══ Supplied data

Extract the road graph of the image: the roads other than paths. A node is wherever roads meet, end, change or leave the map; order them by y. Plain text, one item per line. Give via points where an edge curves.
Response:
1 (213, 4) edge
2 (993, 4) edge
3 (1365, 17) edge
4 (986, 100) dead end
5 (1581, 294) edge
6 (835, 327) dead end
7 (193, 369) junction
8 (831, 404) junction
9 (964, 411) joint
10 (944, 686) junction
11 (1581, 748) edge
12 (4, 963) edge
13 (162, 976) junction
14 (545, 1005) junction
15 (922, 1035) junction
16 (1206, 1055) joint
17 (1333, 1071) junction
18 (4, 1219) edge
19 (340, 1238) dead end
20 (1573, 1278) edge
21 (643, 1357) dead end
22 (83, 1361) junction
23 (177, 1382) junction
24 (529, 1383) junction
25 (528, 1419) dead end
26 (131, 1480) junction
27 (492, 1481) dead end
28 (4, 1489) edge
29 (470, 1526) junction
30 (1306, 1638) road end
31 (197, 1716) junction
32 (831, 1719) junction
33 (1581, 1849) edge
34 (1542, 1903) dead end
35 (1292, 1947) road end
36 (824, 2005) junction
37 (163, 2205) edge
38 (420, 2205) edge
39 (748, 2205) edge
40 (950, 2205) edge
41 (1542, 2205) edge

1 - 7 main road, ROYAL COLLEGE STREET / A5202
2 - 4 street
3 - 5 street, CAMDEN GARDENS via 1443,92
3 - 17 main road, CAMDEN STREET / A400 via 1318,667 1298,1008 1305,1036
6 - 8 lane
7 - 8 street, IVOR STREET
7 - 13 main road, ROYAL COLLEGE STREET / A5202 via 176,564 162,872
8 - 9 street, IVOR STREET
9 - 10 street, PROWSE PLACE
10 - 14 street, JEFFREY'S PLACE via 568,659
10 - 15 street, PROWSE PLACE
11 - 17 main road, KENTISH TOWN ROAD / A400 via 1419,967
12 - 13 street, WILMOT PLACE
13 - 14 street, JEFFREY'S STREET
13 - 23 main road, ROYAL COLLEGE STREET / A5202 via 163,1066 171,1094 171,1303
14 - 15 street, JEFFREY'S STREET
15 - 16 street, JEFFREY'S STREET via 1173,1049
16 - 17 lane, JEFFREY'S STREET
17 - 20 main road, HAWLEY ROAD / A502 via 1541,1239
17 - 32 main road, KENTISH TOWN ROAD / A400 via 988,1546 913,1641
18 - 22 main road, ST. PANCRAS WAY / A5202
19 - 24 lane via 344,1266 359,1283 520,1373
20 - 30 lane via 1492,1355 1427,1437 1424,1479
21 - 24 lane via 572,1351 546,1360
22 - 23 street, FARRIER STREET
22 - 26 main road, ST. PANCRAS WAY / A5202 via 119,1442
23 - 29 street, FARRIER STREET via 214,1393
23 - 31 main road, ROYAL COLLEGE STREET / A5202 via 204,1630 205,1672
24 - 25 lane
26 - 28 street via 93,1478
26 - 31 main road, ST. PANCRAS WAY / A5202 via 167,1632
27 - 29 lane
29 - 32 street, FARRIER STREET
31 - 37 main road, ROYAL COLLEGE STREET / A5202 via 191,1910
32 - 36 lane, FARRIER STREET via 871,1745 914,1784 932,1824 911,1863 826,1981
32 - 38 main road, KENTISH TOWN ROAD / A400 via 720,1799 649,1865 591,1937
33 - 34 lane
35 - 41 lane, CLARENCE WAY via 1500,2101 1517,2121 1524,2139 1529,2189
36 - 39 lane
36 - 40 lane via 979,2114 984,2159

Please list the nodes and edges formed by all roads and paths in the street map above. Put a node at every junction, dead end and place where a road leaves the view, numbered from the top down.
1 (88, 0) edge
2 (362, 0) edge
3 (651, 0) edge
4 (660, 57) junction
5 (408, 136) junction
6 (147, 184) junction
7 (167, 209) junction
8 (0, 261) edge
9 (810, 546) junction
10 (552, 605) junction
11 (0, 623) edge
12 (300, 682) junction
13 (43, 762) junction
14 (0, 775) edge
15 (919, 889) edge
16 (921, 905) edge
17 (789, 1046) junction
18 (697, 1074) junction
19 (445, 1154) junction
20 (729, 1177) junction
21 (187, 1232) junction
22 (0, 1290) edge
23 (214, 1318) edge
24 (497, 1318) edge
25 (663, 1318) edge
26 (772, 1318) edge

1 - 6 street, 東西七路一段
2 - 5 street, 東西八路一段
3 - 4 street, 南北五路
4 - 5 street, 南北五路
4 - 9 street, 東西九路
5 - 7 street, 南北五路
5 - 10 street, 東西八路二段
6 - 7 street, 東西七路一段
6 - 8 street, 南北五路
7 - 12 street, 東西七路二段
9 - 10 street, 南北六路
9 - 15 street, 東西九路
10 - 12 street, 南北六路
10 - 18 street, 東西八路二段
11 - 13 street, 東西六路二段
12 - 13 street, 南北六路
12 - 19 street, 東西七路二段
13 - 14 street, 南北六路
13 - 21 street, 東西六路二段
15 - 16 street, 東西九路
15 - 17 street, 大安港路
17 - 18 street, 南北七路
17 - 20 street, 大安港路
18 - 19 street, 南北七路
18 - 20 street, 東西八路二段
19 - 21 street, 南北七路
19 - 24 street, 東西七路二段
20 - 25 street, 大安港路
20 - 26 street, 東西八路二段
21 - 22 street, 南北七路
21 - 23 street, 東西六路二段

════

## [Problem requirements]
Your answer should consist of each line above in which "大安港路" appears.

## [Task solution]
15 - 17 street, 大安港路
17 - 20 street, 大安港路
20 - 25 street, 大安港路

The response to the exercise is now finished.